Cutting Recycling, Refusing Rail Money
But Walker's environmental record extends beyond his reorganization of the DNR. Interestingly, some of Walker's attempts to weaken environmental protections to promote business were so radically misguided that they were thwarted by the state Legislature, currently led by his fellow Republicans.
Walker, Stepp and the Fitzgerald brothers lost their battle to weaken environmental regulations and stifle public input so that an open-pit strip mine could be launched in northern Wisconsin. That effort failed because state Sen. Dale Schultz (R-Richland Center), who held the deciding vote in the state Senate, wouldn't agree to the bill. Like Walker's attempts to delay the implementation of the phosphorus rules, the mining bill was too extreme for even the Republican majority in the state Senate.
Walker also lost another round on eliminating the recycling mandate and the $32 million in state support for local recycling programs. While the Legislature rejected Walker's proposal, it only provided $20 million for recycling programs.
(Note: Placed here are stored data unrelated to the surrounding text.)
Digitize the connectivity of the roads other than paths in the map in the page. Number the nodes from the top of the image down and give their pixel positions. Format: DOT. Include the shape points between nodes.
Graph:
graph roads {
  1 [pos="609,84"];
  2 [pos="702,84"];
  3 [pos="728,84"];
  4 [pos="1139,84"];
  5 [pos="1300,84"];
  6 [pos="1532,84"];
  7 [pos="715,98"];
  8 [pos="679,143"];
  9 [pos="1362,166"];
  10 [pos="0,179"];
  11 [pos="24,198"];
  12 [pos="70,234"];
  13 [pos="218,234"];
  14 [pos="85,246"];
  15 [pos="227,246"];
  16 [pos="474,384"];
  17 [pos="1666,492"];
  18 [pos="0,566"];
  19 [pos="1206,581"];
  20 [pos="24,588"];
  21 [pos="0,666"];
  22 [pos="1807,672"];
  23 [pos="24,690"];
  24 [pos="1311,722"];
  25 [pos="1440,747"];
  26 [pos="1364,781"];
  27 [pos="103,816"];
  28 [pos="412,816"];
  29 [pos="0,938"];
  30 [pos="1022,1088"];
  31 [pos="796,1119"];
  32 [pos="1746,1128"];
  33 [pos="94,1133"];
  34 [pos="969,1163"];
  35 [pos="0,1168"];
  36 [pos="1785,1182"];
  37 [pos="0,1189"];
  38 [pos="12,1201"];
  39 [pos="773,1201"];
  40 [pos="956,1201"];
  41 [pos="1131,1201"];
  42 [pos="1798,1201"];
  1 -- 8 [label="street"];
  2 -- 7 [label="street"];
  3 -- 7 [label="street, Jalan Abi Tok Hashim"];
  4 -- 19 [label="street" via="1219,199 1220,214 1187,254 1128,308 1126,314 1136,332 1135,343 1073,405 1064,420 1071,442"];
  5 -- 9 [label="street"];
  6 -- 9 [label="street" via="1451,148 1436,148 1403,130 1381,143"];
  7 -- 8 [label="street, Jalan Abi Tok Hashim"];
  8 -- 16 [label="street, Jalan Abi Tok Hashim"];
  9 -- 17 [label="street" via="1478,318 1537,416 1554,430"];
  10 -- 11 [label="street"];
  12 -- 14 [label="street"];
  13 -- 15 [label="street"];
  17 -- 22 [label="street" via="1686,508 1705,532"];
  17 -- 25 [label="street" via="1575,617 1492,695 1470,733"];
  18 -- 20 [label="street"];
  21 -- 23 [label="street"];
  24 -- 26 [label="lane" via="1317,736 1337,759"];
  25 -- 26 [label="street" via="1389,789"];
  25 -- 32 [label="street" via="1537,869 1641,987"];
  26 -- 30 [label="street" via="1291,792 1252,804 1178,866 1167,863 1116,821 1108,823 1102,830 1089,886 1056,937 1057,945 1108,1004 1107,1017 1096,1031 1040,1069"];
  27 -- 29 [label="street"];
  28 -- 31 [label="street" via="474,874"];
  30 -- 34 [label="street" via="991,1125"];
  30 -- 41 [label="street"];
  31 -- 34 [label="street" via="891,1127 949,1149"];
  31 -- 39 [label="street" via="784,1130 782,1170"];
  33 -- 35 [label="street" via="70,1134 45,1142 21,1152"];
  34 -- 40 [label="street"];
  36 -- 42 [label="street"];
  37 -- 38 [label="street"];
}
That said, Walker is able to unilaterally change or block environmental regulations. Last year, the state Legislature diminished its own power and gave Walker a role in the rule-making process. Previously, the Legislature passed laws and then the details were developed as rules and implemented by state agencies—including the DNR—after being approved by lawmakers. Now, proposed rules are sent to the governor's office first, and Walker doesn't have to act on them if he doesn't like them.
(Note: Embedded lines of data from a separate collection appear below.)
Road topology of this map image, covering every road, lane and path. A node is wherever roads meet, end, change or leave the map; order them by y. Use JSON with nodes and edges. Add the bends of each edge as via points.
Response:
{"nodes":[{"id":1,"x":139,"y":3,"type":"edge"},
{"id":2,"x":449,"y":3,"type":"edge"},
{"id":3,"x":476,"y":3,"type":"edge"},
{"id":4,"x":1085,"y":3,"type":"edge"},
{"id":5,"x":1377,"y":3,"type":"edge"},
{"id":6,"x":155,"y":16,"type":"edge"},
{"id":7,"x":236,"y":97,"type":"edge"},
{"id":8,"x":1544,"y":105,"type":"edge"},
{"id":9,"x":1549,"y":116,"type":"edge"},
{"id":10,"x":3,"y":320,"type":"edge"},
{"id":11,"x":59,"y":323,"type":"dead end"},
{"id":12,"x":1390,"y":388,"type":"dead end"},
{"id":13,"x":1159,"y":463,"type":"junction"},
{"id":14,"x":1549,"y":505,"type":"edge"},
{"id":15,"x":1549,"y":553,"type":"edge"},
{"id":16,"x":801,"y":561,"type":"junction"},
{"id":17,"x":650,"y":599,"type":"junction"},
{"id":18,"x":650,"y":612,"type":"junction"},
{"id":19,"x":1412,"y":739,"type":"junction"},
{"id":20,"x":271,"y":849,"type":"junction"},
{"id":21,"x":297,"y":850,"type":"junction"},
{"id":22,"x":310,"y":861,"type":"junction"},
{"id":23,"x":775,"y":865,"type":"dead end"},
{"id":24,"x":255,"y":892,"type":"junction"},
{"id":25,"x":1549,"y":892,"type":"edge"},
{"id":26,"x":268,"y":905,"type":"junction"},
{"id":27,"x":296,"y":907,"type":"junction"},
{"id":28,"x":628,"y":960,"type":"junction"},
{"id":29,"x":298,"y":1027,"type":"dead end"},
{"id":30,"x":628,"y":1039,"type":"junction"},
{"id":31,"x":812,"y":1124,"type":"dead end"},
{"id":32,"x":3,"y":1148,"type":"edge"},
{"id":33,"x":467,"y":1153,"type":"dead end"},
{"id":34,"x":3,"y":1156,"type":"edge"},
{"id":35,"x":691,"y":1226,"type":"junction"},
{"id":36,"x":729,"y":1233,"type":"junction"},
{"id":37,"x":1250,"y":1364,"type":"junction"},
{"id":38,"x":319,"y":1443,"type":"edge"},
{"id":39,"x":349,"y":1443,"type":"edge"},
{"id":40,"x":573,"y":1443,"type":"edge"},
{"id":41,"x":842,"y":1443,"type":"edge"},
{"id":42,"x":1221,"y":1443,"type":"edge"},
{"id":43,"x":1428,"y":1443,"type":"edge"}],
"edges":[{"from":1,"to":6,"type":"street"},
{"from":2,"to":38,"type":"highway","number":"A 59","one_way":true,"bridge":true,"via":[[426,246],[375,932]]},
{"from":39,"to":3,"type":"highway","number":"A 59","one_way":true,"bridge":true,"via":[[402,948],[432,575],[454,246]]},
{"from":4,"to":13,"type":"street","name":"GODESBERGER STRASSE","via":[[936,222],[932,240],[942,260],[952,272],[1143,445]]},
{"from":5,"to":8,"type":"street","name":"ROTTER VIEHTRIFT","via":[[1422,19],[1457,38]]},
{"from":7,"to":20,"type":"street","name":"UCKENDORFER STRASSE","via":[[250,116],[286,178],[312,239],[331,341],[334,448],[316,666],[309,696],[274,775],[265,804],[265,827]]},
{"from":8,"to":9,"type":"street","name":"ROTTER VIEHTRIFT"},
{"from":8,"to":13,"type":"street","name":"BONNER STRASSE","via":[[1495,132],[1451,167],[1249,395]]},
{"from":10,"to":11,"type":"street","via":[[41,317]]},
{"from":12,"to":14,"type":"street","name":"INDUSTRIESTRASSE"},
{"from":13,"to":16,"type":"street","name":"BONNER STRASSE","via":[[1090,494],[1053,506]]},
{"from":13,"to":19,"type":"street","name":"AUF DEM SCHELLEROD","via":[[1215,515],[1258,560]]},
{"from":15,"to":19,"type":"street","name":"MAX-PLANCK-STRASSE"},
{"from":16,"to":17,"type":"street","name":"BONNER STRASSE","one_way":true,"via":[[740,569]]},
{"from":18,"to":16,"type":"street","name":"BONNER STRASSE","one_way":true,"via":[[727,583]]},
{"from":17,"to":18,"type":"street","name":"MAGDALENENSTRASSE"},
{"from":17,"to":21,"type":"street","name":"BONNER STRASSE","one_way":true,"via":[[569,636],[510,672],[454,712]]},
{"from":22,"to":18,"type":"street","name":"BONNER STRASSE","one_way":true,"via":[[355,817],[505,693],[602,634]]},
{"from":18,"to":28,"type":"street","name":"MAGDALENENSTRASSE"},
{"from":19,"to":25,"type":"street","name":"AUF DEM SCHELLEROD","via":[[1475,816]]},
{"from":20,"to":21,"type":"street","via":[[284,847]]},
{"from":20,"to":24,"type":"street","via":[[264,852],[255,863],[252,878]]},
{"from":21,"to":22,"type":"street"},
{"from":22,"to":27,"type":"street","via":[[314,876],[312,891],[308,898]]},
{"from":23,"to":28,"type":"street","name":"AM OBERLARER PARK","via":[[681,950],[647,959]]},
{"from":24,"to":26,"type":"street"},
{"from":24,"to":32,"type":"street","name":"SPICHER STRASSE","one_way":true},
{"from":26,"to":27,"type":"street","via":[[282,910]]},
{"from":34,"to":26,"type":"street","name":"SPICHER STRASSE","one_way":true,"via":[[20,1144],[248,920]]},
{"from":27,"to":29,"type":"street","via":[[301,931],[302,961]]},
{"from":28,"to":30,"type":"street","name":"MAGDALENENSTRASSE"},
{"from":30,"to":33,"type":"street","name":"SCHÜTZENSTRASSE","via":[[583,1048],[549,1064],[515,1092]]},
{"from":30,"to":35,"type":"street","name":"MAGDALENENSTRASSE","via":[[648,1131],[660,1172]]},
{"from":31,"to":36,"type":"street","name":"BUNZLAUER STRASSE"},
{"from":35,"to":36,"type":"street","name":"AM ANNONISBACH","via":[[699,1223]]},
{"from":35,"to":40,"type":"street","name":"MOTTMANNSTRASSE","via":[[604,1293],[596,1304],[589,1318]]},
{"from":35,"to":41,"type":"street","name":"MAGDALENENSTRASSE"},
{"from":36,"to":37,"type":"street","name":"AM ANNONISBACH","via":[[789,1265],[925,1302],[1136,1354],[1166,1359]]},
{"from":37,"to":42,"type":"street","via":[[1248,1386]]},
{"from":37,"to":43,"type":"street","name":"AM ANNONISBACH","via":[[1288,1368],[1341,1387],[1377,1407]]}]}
Wright, of Midwest Environmental Advocates, said it's another example of the Walker administration allowing politics to trump the work of scientists and environmental experts at the DNR and other agencies.
“It's kind of like they've burned down the house,” Wright said.
Walker's rejection of $810 million of federal funds for high-speed rail and his attempt to scrap long-in-the-works wind power siting rules have helped to weaken Wisconsin's job market, said Schumann of the Wisconsin League of Conservation Voters.
The rail project would have led to an estimated 4,700 construction jobs and 9,000 additional jobs. Three wind energy companies have left the state, taking with them $600 million in investments and 1,100 jobs, because the regulations of that industry were so uncertain and unpredictable, Schumann said.
As a result, Wisconsin only generates 5 megawatts of wind energy, while Illinois generates 614 megawatts, Iowa generates 470 megawatts and Michigan generates 348 megawatts of wind energy.
“The damage has been done,” Schumann said.